During their weekend spent in the Holtzbergs’ private quarters, Lewin and her friends were struck by the plainness of the small apartment compared to the guest rooms, library and beit midrash. Moishe’s room was the only decorated space, and the blue handpainted walls were adorned with fish, letters of the alphabet and pictures of the Rebbe, Menachem Mendel Schneerson, according to Lewin.

“I just got a glimpse into their bedroom, and that’s where I saw the peeling paint,” she said. “It was just like a crash pad,” where they spent their very few moments of rest.

“Hospitality was the forefront of their minds, something that they held to a great esteem,” added Heather Glubo, also a second-year Ph.D. candidate at Ferkauf. “What was important was how much they put their effort and money and pride into helping other people.”

To many visitors, one of the most remarkable traits shared by Rivkah and Gavriel was their love for each other.

“They were each other’s first date,” Glubo said, remembering how Rivkah said she felt as if she knew Gavriel before she even met him. “They were each other’s world. They lived in India for five years with no consistent friends…They were each other’s everything.”

The couple rarely disagreed, Glubo added, and even when they did they openly respected the other person’s opinions.

“They were basically a team,” Rabbi Zaklos agreed, remembering how Rivkah cooked the food that Gavriel slaughtered during his Passover experience with them, when they hosted 75 people. Meanwhile, Rivkah hosted matzah baking parties for Jewish children, and Gavriel handed out specially prepared shmurah matzot to local families.

“Rivky would make her own bread. He would shecht (slaughter) hundreds of chickens a day,” said Amir Perlson, who works for a New York consulting firm that has an office in Mumbai. Perlson remembers how the couple would pack pre-made lunches for him when he had to travel to faraway cities that might not have kosher food.

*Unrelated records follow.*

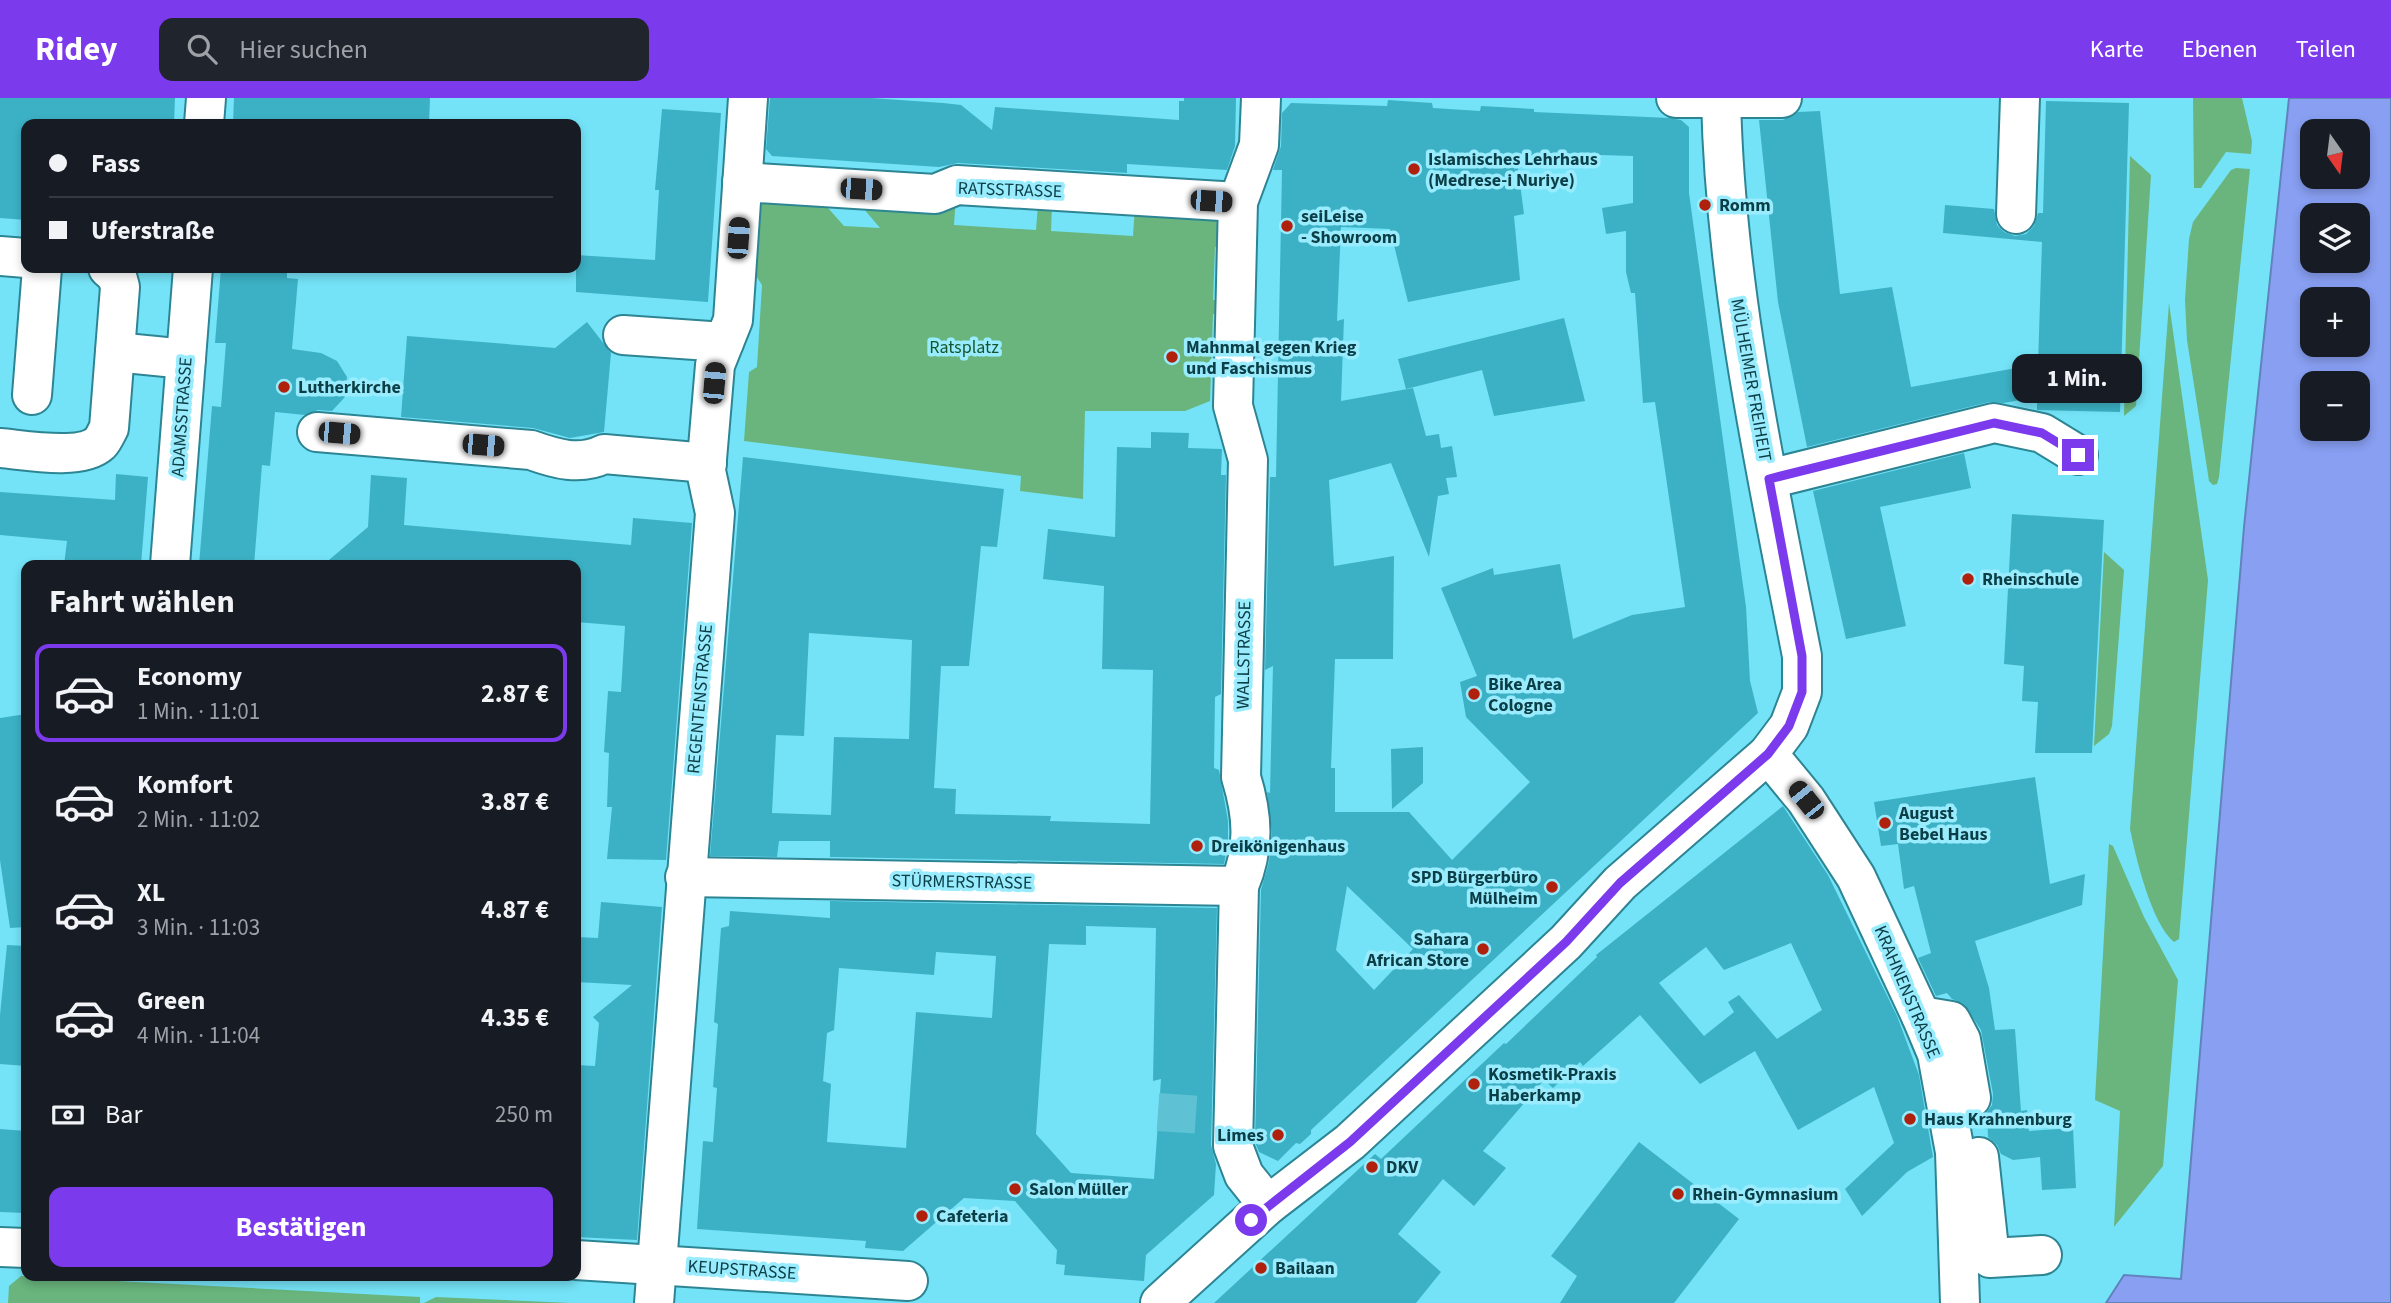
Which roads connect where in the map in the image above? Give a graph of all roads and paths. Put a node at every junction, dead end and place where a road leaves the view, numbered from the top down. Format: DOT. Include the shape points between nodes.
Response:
graph roads {
  1 [pos="206,98"];
  2 [pos="1261,98"];
  3 [pos="1676,98"];
  4 [pos="1782,98"];
  5 [pos="2021,98"];
  6 [pos="738,99"];
  7 [pos="1721,99"];
  8 [pos="204,119"];
  9 [pos="742,182"];
  10 [pos="1238,202"];
  11 [pos="2016,214"];
  12 [pos="0,256"];
  13 [pos="21,258"];
  14 [pos="42,273"];
  15 [pos="114,273"];
  16 [pos="193,273"];
  17 [pos="623,335"];
  18 [pos="724,342"];
  19 [pos="115,352"];
  20 [pos="186,359"];
  21 [pos="33,394"];
  22 [pos="317,432"];
  23 [pos="0,448"];
  24 [pos="2078,455"];
  25 [pos="707,463"];
  26 [pos="1769,479"];
  27 [pos="170,560"];
  28 [pos="1768,754"];
  29 [pos="685,877"];
  30 [pos="1239,886"];
  31 [pos="1922,1016"];
  32 [pos="1268,1205"];
  33 [pos="0,1247"];
  34 [pos="21,1248"];
  35 [pos="2042,1255"];
  36 [pos="581,1260"];
  37 [pos="656,1264"];
  38 [pos="908,1281"];
  39 [pos="653,1303"];
  40 [pos="1160,1303"];
  41 [pos="1960,1303"];
  1 -- 8 [label="street"];
  2 -- 10 [label="street, WALLSTRASSE" via="1259,145"];
  3 -- 7 [label="street"];
  4 -- 7 [label="street"];
  5 -- 11 [label="street"];
  6 -- 9 [label="street, REGENTENSTRASSE"];
  7 -- 26 [label="street, MÜLHEIMER FREIHEIT" via="1724,200"];
  9 -- 10 [label="street, RATSSTRASSE" via="935,194 957,185"];
  9 -- 18 [label="street, REGENTENSTRASSE" via="733,320"];
  10 -- 30 [label="street, WALLSTRASSE" via="1233,406 1248,460 1241,777 1251,808 1250,861"];
  12 -- 13 [label="street"];
  14 -- 21 [label="street"];
  15 -- 19 [label="street" via="120,287"];
  16 -- 20 [label="street, ADAMSSTRASSE"];
  17 -- 18 [label="street"];
  18 -- 25 [label="street, REGENTENSTRASSE" via="715,365"];
  19 -- 20 [label="street"];
  19 -- 23 [label="street" via="109,428 99,444 69,453"];
  20 -- 27 [label="street, ADAMSSTRASSE"];
  22 -- 25 [label="street" via="531,450 552,458 589,461 604,454"];
  24 -- 26 [label="street" via="2042,433 1994,423"];
  25 -- 29 [label="street, REGENTENSTRASSE" via="715,513"];
  26 -- 28 [label="street, MÜLHEIMER FREIHEIT" via="1802,656 1802,692 1789,726"];
  28 -- 31 [label="street, KRAHNENSTRASSE" via="1806,800 1856,877"];
  28 -- 32 [label="street, MÜLHEIMER FREIHEIT" via="1620,883 1566,942 1350,1142"];
  29 -- 30 [label="street, STÜRMERSTRASSE"];
  29 -- 37 [label="street, REGENTENSTRASSE"];
  30 -- 32 [label="street, WALLSTRASSE" via="1228,1126 1244,1175"];
  31 -- 35 [label="street" via="1951,1021 1961,1040 1990,1258"];
  31 -- 41 [label="street, KRAHNENSTRASSE" via="1937,1054 1955,1152"];
  32 -- 40 [label="street, MÜLHEIMER FREIHEIT"];
  33 -- 34 [label="street"];
  36 -- 37 [label="street, KEUPSTRASSE"];
  37 -- 38 [label="street, KEUPSTRASSE"];
  37 -- 39 [label="street, REGENTENSTRASSE"];
}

“He would invite us to dinner every single night,” Perlson continued. “No matter how many times you would come, he would always continue to call the next day.”

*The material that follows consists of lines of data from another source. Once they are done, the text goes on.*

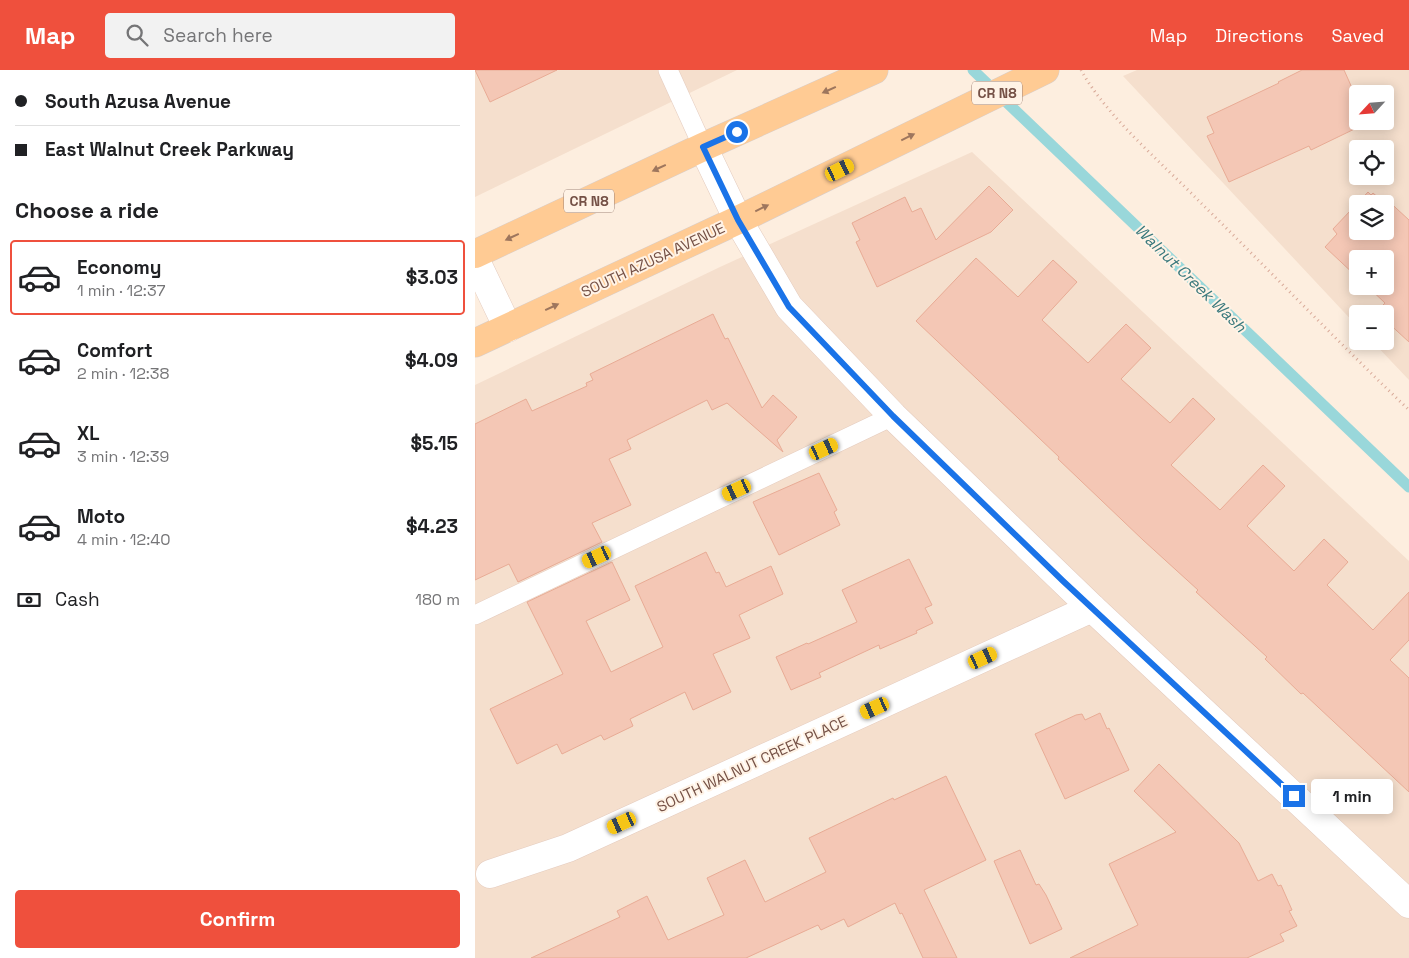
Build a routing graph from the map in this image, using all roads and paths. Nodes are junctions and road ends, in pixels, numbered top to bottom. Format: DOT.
graph roads {
  1 [pos="668,70"];
  2 [pos="874,70"];
  3 [pos="1081,70"];
  4 [pos="1040,72"];
  5 [pos="703,147"];
  6 [pos="738,220"];
  7 [pos="475,254"];
  8 [pos="475,259"];
  9 [pos="508,328"];
  10 [pos="475,344"];
  11 [pos="1409,410"];
  12 [pos="893,416"];
  13 [pos="1092,608"];
  14 [pos="475,615"];
  15 [pos="491,874"];
  16 [pos="1409,904"];
  1 -- 5 [label="lane"];
  2 -- 5 [label="main road, CR N8, one-way"];
  3 -- 11 [label="path"];
  6 -- 4 [label="main road, SOUTH AZUSA AVENUE / CR N8, one-way"];
  5 -- 6 [label="street"];
  5 -- 7 [label="main road, CR N8, one-way"];
  9 -- 6 [label="main road, SOUTH AZUSA AVENUE / CR N8, one-way"];
  6 -- 12 [label="street"];
  8 -- 9 [label="street"];
  9 -- 10 [label="main road, SOUTH AZUSA AVENUE / CR N8"];
  12 -- 13 [label="street"];
  12 -- 14 [label="lane"];
  13 -- 15 [label="street, SOUTH WALNUT CREEK PLACE"];
  13 -- 16 [label="street"];
}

Amy Caron-Shif, 33, chuckled over her first impression of Gavriel, when she met the family four weeks ago during a trip with her husband. “There were a few cages of chickens right on the sidewalk [in the marketplace]. There was Gabi, a chasid among these Indians wearing billy boots. It was amazing to see how he was doing the shechita with these Indians.”

And food preparation was no exception to their full-bodied commitment to keeping Judaism alive in the local community.

“They made a public elephant menorah parade,” Zaklos said.

The Holtzbergs also took care of Israelis imprisoned in local jails typically for drug crimes, and Gavriel would do his best to get them out as quickly as possible, according to Perlson. “He would try to do everything to visit them, to make sure they could put tefillin on, to make sure they had kosher food.”

Perlson once asked Gavriel how long he intended to stay in India. “He said he’s going to be there until the Moshiach comes. I’m just saying that that’s my prayer, that hopefully this means something good can come out of such a tragedy.”